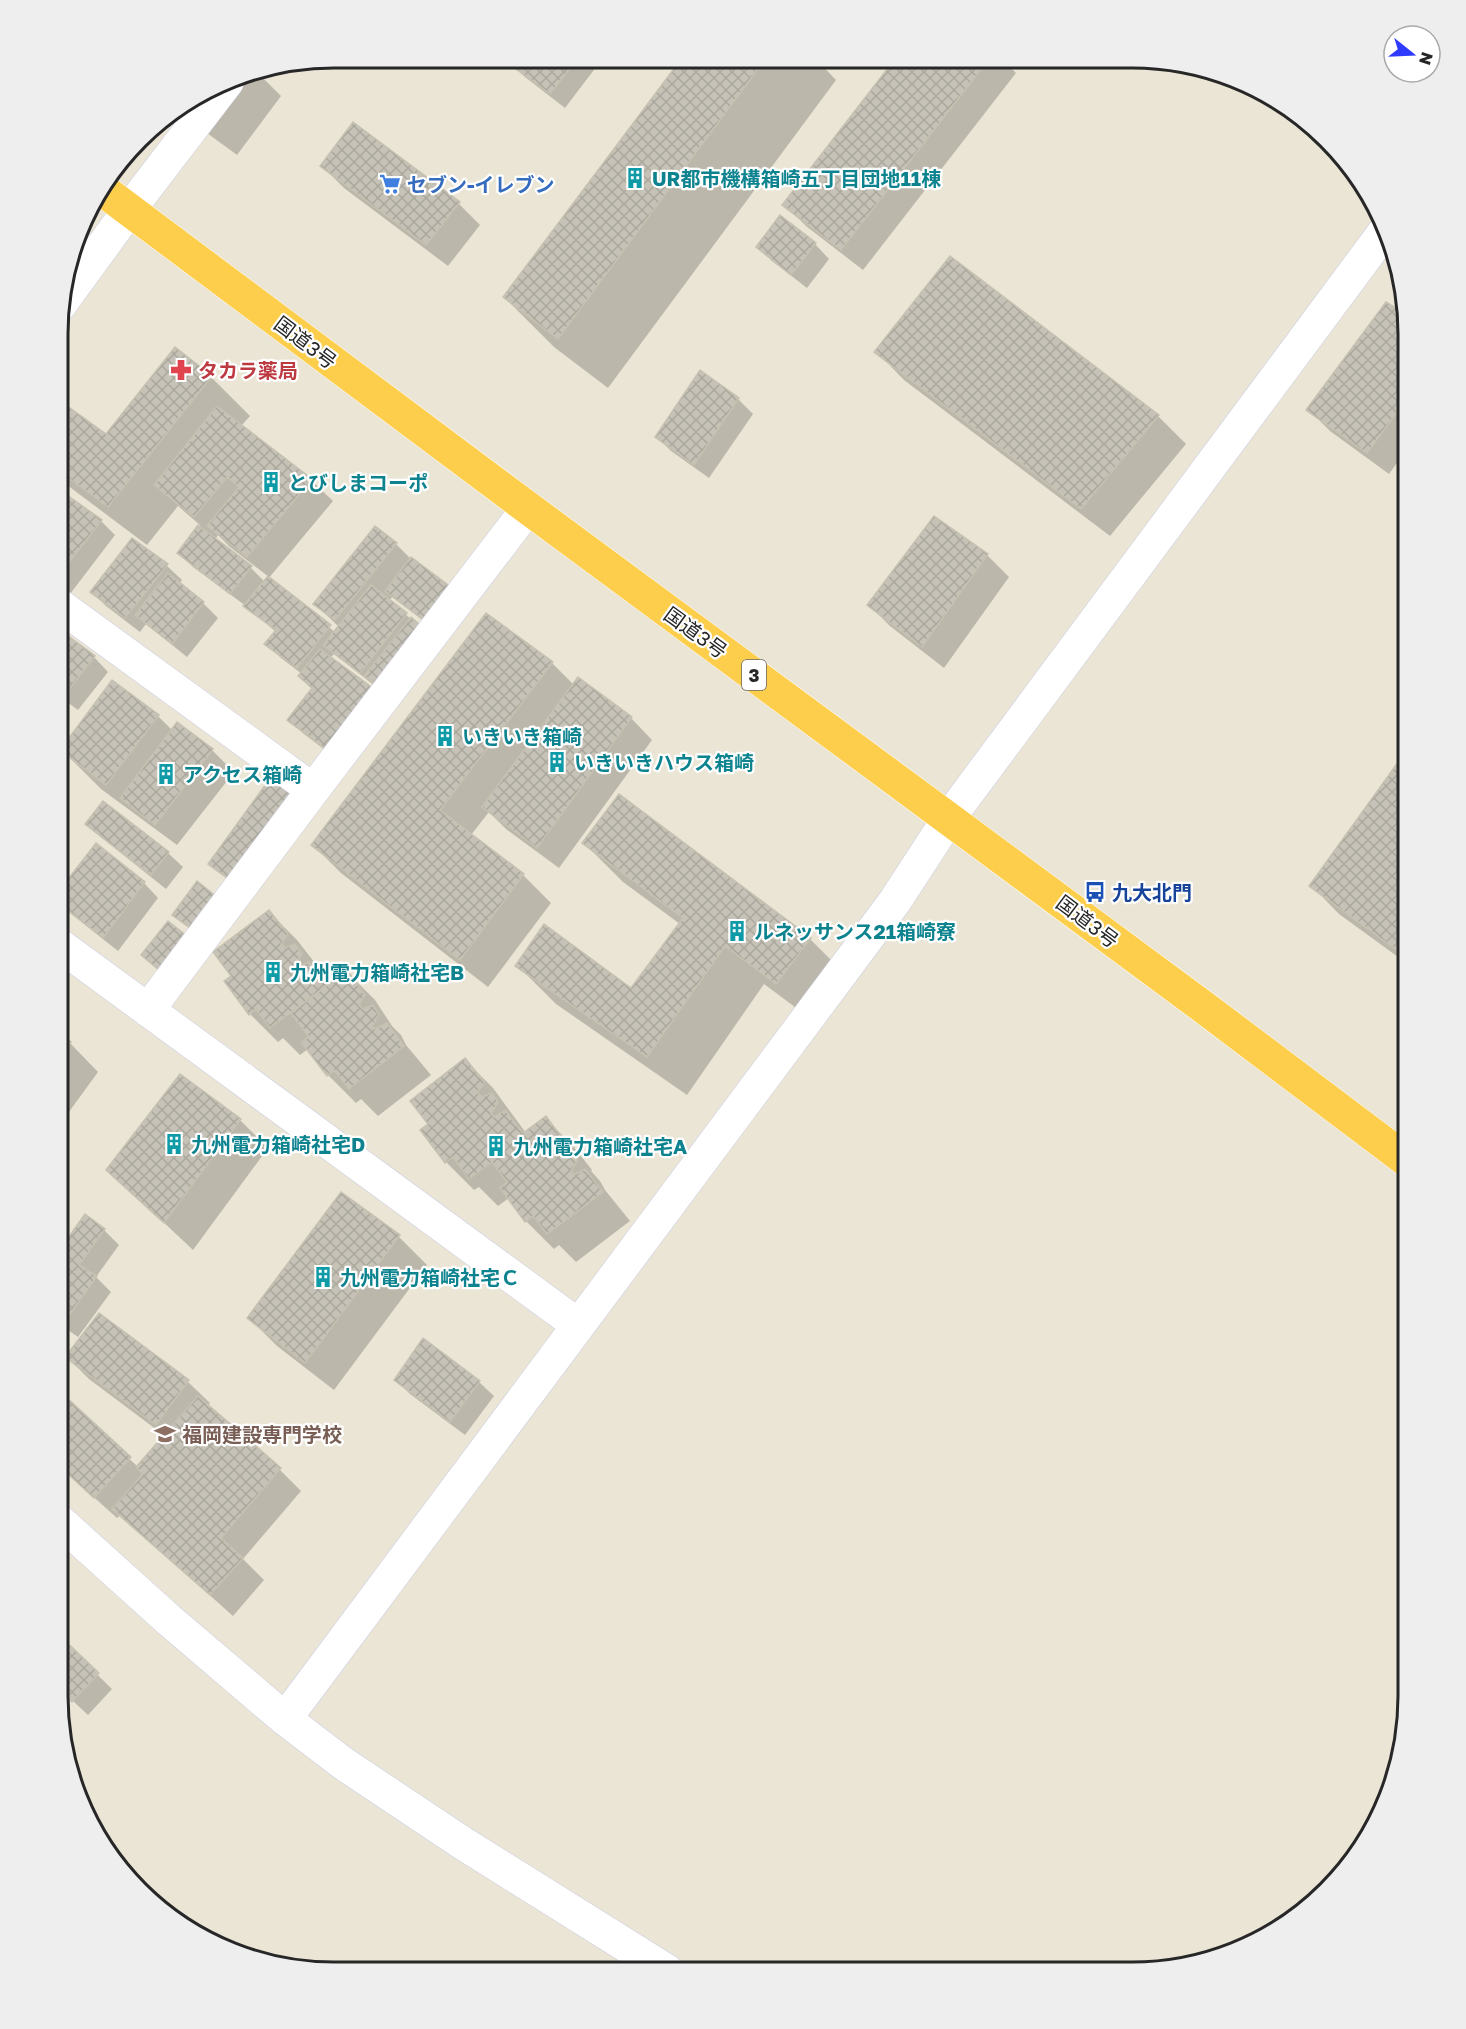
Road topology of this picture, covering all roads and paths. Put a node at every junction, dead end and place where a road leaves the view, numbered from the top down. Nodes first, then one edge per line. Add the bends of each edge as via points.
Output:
1 (218, 94) edge
2 (107, 194) edge
3 (129, 210) junction
4 (1380, 238) edge
5 (72, 288) edge
6 (528, 508) junction
7 (68, 612) edge
8 (313, 790) junction
9 (949, 818) junction
10 (68, 951) edge
11 (148, 1010) junction
12 (1398, 1154) edge
13 (578, 1325) junction
14 (68, 1529) edge
15 (285, 1719) junction
16 (653, 1962) edge

1 - 3 street
2 - 3 highway, 国道3号 / 3
3 - 5 street
3 - 6 highway, 国道3号 / 3
4 - 9 street
6 - 8 street
6 - 9 highway, 国道3号 / 3
7 - 8 street
8 - 11 street
9 - 12 highway, 国道3号 / 3
9 - 13 street via 895,901
10 - 11 street
11 - 13 street
13 - 15 street
14 - 15 street
15 - 16 street via 401,1803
------------------------------------------------------------
» **The task**:
Print out the material verbatim, skipping pictures.

» **Finished exercise**:
Road topology of this picture, covering all roads and paths. Put a node at every junction, dead end and place where a road leaves the view, numbered from the top down. Nodes first, then one edge per line. Add the bends of each edge as via points.
Output:
1 (218, 94) edge
2 (107, 194) edge
3 (129, 210) junction
4 (1380, 238) edge
5 (72, 288) edge
6 (528, 508) junction
7 (68, 612) edge
8 (313, 790) junction
9 (949, 818) junction
10 (68, 951) edge
11 (148, 1010) junction
12 (1398, 1154) edge
13 (578, 1325) junction
14 (68, 1529) edge
15 (285, 1719) junction
16 (653, 1962) edge

1 - 3 street
2 - 3 highway, 国道3号 / 3
3 - 5 street
3 - 6 highway, 国道3号 / 3
4 - 9 street
6 - 8 street
6 - 9 highway, 国道3号 / 3
7 - 8 street
8 - 11 street
9 - 12 highway, 国道3号 / 3
9 - 13 street via 895,901
10 - 11 street
11 - 13 street
13 - 15 street
14 - 15 street
15 - 16 street via 401,1803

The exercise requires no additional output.